** Opening Dataset excerpts block **

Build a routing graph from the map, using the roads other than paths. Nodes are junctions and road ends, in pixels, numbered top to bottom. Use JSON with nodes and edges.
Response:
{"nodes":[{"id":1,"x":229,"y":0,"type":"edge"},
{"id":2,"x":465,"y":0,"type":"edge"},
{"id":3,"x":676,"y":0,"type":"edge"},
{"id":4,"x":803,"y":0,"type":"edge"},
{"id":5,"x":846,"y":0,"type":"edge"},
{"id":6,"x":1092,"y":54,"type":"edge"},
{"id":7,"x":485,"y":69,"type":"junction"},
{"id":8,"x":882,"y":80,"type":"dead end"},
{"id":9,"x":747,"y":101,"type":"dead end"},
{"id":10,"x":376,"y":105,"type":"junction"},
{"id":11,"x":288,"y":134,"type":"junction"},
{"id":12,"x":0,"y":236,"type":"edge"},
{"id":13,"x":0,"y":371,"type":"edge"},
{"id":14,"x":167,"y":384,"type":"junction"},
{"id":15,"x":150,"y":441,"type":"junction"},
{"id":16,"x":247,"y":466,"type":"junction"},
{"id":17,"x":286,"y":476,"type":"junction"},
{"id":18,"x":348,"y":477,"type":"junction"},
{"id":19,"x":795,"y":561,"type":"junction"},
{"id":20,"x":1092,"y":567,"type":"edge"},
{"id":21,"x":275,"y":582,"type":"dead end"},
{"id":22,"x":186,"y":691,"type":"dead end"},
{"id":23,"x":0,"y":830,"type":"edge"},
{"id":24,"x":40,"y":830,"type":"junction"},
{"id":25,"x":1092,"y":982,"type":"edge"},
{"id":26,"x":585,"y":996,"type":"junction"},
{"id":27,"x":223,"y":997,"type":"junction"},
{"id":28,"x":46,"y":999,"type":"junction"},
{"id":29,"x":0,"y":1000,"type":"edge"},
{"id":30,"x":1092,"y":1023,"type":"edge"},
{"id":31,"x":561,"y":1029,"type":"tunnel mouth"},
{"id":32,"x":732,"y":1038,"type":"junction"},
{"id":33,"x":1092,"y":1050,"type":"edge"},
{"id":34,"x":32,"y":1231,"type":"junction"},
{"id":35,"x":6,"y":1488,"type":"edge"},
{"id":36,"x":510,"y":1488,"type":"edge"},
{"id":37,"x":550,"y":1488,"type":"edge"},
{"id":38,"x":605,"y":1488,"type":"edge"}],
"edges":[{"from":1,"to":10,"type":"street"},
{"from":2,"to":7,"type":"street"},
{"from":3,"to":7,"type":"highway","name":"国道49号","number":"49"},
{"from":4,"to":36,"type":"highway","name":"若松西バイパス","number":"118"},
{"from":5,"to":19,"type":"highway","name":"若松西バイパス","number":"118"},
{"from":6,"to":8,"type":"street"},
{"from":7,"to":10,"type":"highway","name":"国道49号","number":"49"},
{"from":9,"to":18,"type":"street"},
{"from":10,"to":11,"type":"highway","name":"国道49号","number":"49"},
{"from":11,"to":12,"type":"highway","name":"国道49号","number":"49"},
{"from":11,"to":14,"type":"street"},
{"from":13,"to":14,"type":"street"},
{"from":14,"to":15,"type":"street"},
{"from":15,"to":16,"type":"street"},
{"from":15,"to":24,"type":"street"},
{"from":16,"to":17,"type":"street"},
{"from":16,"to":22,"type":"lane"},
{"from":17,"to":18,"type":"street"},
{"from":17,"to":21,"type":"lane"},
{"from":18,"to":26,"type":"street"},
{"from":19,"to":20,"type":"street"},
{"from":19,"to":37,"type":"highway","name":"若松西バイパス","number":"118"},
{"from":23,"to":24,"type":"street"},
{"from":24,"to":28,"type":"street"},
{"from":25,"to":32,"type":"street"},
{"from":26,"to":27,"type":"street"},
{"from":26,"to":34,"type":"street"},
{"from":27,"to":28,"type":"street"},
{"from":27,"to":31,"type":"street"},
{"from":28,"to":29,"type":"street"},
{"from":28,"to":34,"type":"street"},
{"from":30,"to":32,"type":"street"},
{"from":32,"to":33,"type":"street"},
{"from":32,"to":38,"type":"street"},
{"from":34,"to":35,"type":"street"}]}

** Closing Dataset excerpts block **

[Exercise instructions] In the records above, find each line with the word "nodes" and copy it.

[Response box]
Build a routing graph from the map, using the roads other than paths. Nodes are junctions and road ends, in pixels, numbered top to bottom. Use JSON with nodes and edges.
{"nodes":[{"id":1,"x":229,"y":0,"type":"edge"},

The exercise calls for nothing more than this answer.